Letter from Europe

Polish town squares

Issue no. 2007/8

Summary

Poland has many town squares apart from Kraków's; the country boasts some of Europe's most appealing city plazas. The Rynek Starego Miasta (Old Town Square) in Warsaw, a fine bit of post-war reconstruction, is as happy a square as they come: just large enough to still catch the evening sun, but not so big as to overwhelm the visitor. And a good place to linger and feel a Warsaw morning develop.

Dear fellow travellers

This is the time of year when Europe rediscovers its town squares. Even if the weather pundits talk of snow for some of us next week, the first of the spring sunshine is an invitation for cafés to move to alfresco mode. For those of us not blessed with warm winters, the first outdoor cappuccino of the spring often serves to remind us just what a fine thing the town square is.

These are places for performance, for demonstrations (think Tiananmen Square or a dozen squares in eastern Europe in 1989), and for the evening passeggiata - a wonderful way of going nowhere. Squares are just great spots just to be! You would be surprised to find just how much of hidden europe is penned in amiable town squares across Europe: words crafted over a morning espresso or an early evening beer. At their best, squares are engaging spots, places that nurture the soul of a city.

Polish squares: Kraków, Zamosc and Poznan

Kraków's central square is much fêted, though it is a place perhaps too fully given over to tourists; for who else could afford the prices charged in the cafés that line the edges of this amiable piazza? Just as in Brussels' Grande Place or the Piazza San Marco in Venice, the only way to catch the real spark of the space is to be up with the lark (and the street cleaners) at dawn on a midsummer morning.

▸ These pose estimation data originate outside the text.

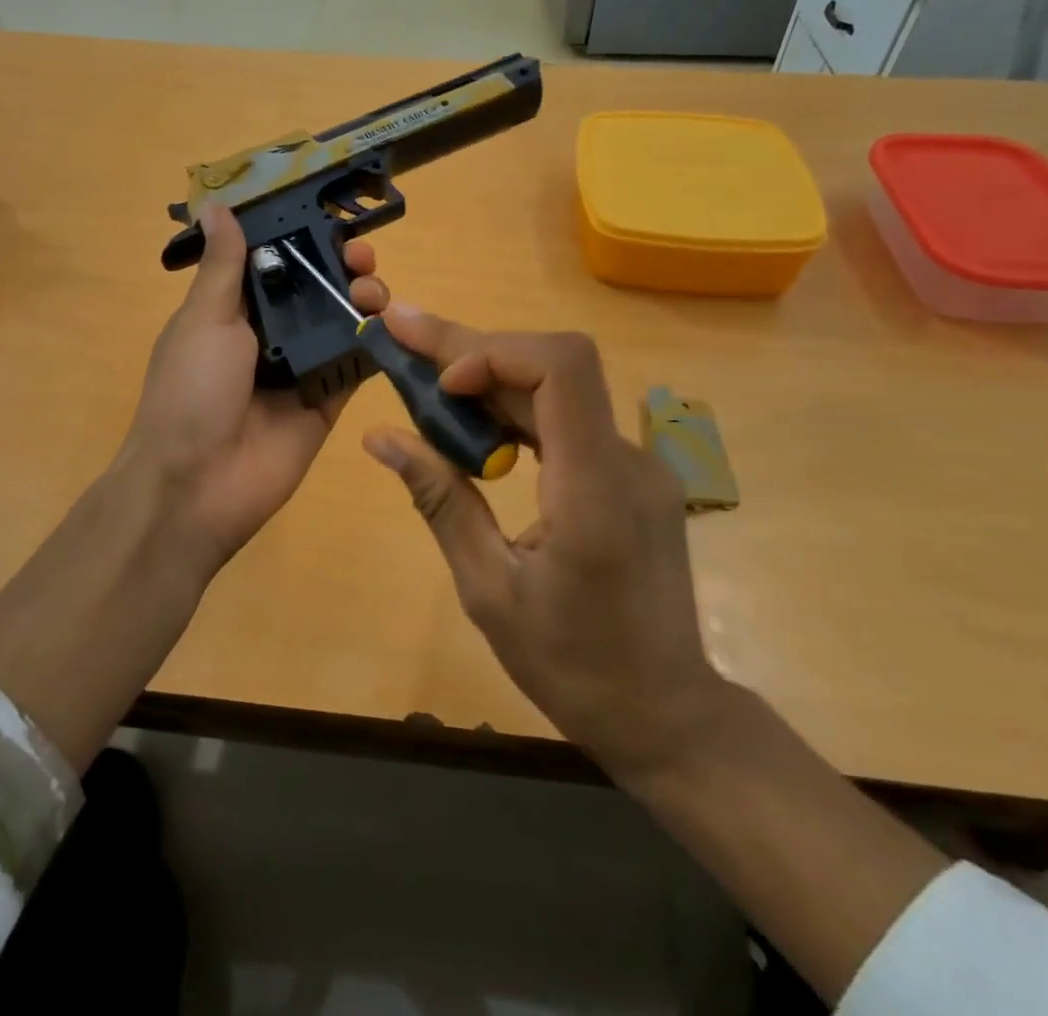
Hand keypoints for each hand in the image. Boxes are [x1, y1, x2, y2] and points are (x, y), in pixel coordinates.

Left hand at [122, 203, 386, 576]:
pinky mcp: (328, 401)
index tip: (330, 221)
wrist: (197, 484)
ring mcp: (301, 369)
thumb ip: (224, 266)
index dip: (302, 238)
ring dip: (362, 298)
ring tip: (373, 289)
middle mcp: (270, 334)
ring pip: (340, 323)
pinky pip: (356, 365)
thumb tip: (216, 205)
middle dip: (341, 267)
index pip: (274, 262)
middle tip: (361, 258)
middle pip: (315, 289)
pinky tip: (391, 323)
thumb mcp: (204, 320)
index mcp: (233, 310)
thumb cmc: (191, 391)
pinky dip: (376, 343)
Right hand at [361, 308, 726, 786]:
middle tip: (404, 334)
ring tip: (425, 376)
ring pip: (560, 387)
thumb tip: (381, 437)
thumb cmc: (572, 667)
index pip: (563, 369)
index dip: (496, 352)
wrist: (666, 712)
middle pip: (554, 366)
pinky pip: (570, 419)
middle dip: (473, 350)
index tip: (442, 383)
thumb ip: (441, 501)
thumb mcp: (488, 590)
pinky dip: (517, 409)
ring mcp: (637, 463)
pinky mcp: (632, 474)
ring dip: (491, 376)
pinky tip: (475, 422)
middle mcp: (627, 459)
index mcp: (594, 489)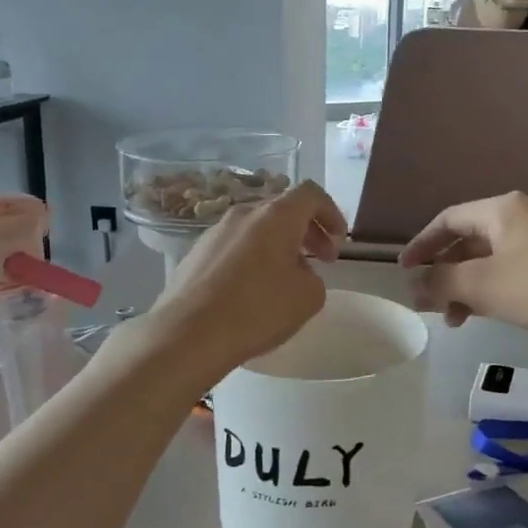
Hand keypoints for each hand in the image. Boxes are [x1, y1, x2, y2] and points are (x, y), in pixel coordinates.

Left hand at [151, 180, 347, 377]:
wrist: (188, 333)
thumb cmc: (257, 310)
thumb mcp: (308, 297)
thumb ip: (314, 276)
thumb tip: (298, 272)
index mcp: (276, 216)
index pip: (311, 194)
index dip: (331, 212)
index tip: (339, 239)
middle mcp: (244, 214)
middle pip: (283, 209)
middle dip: (309, 231)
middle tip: (323, 259)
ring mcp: (215, 232)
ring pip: (258, 228)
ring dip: (280, 245)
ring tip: (288, 278)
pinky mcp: (196, 254)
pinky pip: (235, 246)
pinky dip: (254, 258)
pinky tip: (254, 291)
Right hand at [398, 191, 527, 338]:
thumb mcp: (482, 285)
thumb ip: (441, 283)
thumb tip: (414, 289)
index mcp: (500, 210)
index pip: (448, 220)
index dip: (422, 244)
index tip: (404, 270)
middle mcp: (517, 218)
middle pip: (466, 241)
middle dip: (443, 272)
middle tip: (428, 301)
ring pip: (486, 261)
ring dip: (464, 286)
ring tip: (453, 319)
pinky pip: (506, 273)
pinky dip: (487, 291)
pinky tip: (481, 315)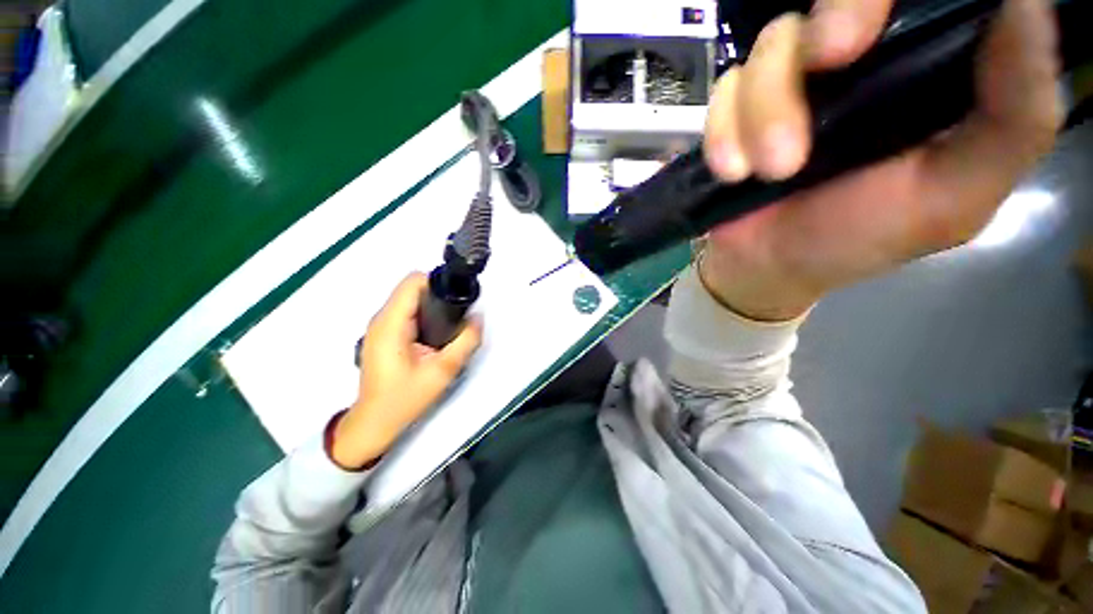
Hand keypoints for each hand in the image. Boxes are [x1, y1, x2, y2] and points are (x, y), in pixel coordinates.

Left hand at [331, 273, 482, 469]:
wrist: (375, 423)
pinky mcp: (383, 335)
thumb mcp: (443, 371)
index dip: (438, 283)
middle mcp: (381, 319)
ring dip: (433, 306)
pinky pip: (407, 313)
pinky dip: (425, 315)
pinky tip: (437, 334)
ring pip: (410, 300)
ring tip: (451, 325)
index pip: (413, 281)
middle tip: (459, 315)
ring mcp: (380, 327)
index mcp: (391, 323)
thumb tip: (479, 317)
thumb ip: (466, 341)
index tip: (458, 297)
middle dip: (438, 295)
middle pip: (412, 289)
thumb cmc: (404, 399)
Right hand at [700, 0, 1059, 320]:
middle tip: (828, 60)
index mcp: (922, 69)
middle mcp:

But Poland has many town squares apart from Kraków's; the country boasts some of Europe's most appealing city plazas. The Rynek Starego Miasta (Old Town Square) in Warsaw, a fine bit of post-war reconstruction, is as happy a square as they come: just large enough to still catch the evening sun, but not so big as to overwhelm the visitor. And a good place to linger and feel a Warsaw morning develop. Kids playing by the old water pump, and the first meals of the day being served by waiters who know how to take a tip in a dozen languages.

Some of Poland's best town squares are off the beaten track: take Tykocin with its wooden houses, Darlowo on the Baltic coast or Zamosc close to the Ukrainian border. The square in Zamosc is one of the most breathtaking pieces of architecture in all Europe. The centre of Zamosc is a perfect example of a late sixteenth century Renaissance town, and its square, laid out by Bernardo Morando from Padua, is superb. It is a gentle blending of Mannerist taste and central European traditions. The open plaza, reminiscent of Kraków in some respects, is lined by arcaded galleries and houses that were once the homes of merchants from many nations: Armenians, Turks, Jews and more besides. Zamosc is one of Europe's most appealing urban spaces, a place with evident coherence.

Pushed to pick our favourite Polish square, we might look to Poznan. It may be nowhere near as picture-perfect as that in Zamosc, but it bubbles with activity: the organic heart of the city. The whole place is a colourful mixture, with burghers' houses, a weigh house, an oddball concrete art gallery thrown up in the post-war period and a fabulous town hall. Redesigned by Giovanni Battista di Quadro in the mid-sixteenth century, Poznan's town hall colourfully combines Italianate and Moorish elements. It is the centrepiece in a square that happily remains the hub of Poznan life, a good old style square not yet entirely given over to tourism.